You do have a habit of putting words in to people's mouth - certainly didn't say CGBP is an isolation exercise and that dips don't generate good chest activation :p

I no more put words in your mouth then you tried to make out my approach was idiotic, so touche my friend ;)
 
Lerhaps I do write as fact but this is the Internet and anyone's opinion is always the correct opinion when given on a messaging board :p

Strong benching either way, I still can't rep 100kg comfortably.
 
I always find it interesting how you can rep so close to your maxes, and my maxes are so far away from what I can rep. I still reckon your benching is better then you give yourself credit for, and its probably a mental hurdle rather then a physical one that makes 100+ feel uncomfortable for you.
 
Benched 90kg for 8 reps today. Wasn't easy, but far from tough. Few weeks back I went and benched 100kg. Just scraped 2 reps. Think I've got some severe mental block going on there!
 
Benched 90kg for 8 reps today. Wasn't easy, but far from tough. Few weeks back I went and benched 100kg. Just scraped 2 reps. Think I've got some severe mental block going on there!

Another reason I keep working up to the heavy singles is so I can get used to the loads and hit them regularly, help keep the mind fresh to how it feels.


Skillmister, get back on it!
 
14/10/15
mixing it up a little, not deadlifted in ages and my knee is not feeling up to squatting so gonna do some back work

Warm ups

Deadlift
60x10/10
80x5
100x4
120x2
140x1
150x1 - oooffff was not a pretty rep! heaviest ive DL'ed in a long time, i blame MoNkEe for this madness..
100x5/5/5/5/5

BOR
70x8/8/8/8

Red Band Rows SS Face Pulls
15+10/15+10/15+10

Lat Pull Over
15x10
20x10/10

Pull ups (assited purple band)
10/10

Knee - since the weather has gotten a bit colder my knee has tightned up again. Pressure pain has almost gone but my ITB area on the outside of my knee is back to being super tight and uncomfortable. Hopefully this is a case of two steps forward one back....
 
How are you glutes? Try rolling the buggery out of them.

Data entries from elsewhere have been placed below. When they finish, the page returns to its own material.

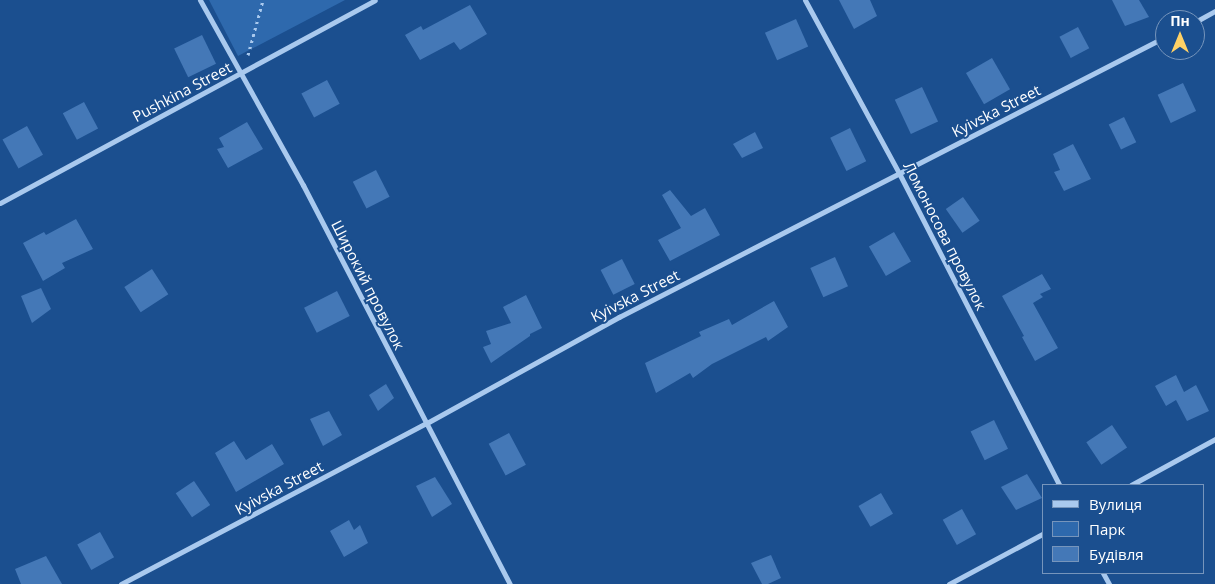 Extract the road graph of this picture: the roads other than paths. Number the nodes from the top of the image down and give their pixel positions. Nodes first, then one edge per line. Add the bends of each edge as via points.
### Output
1 (200, 0) edge
2 (375, 0) edge
3 (805, 0) edge
4 (1155, 42) edge
5 (242, 74) junction
6 (900, 175) junction
7 (0, 203) edge
8 (426, 424) junction
9 (1215, 439) edge
10 (1058, 484) edge
11 (1133, 484) edge
12 (1042, 534) edge
13 (121, 584) edge
14 (510, 584) edge
15 (949, 584) edge

1 - 5 street, Широкий провулок
2 - 5 street, Pushkina Street
3 - 6 street, Ломоносова провулок
4 - 6 street, Kyivska Street
5 - 7 street, Pushkina Street
5 - 8 street, Широкий провулок
6 - 8 street, Kyivska Street via 619,317
6 - 10 street, Ломоносова провулок
8 - 13 street, Kyivska Street
8 - 14 street, Широкий провулок
9 - 11 street
12 - 15 street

Have you thought about extra layers around your knees to keep them warm? Either sleeves or simple medical bandage stuff? I know Toby used to do leg extensions to warm up his knees, perhaps look at something like that?
 
Glutes are fine, i honestly think its tied in to quad/hammy/lower leg tightness in my left leg that i have really ignored. I need to get hands laid on me for an expert opinion, and i should stop thinking that its going to resolve its self!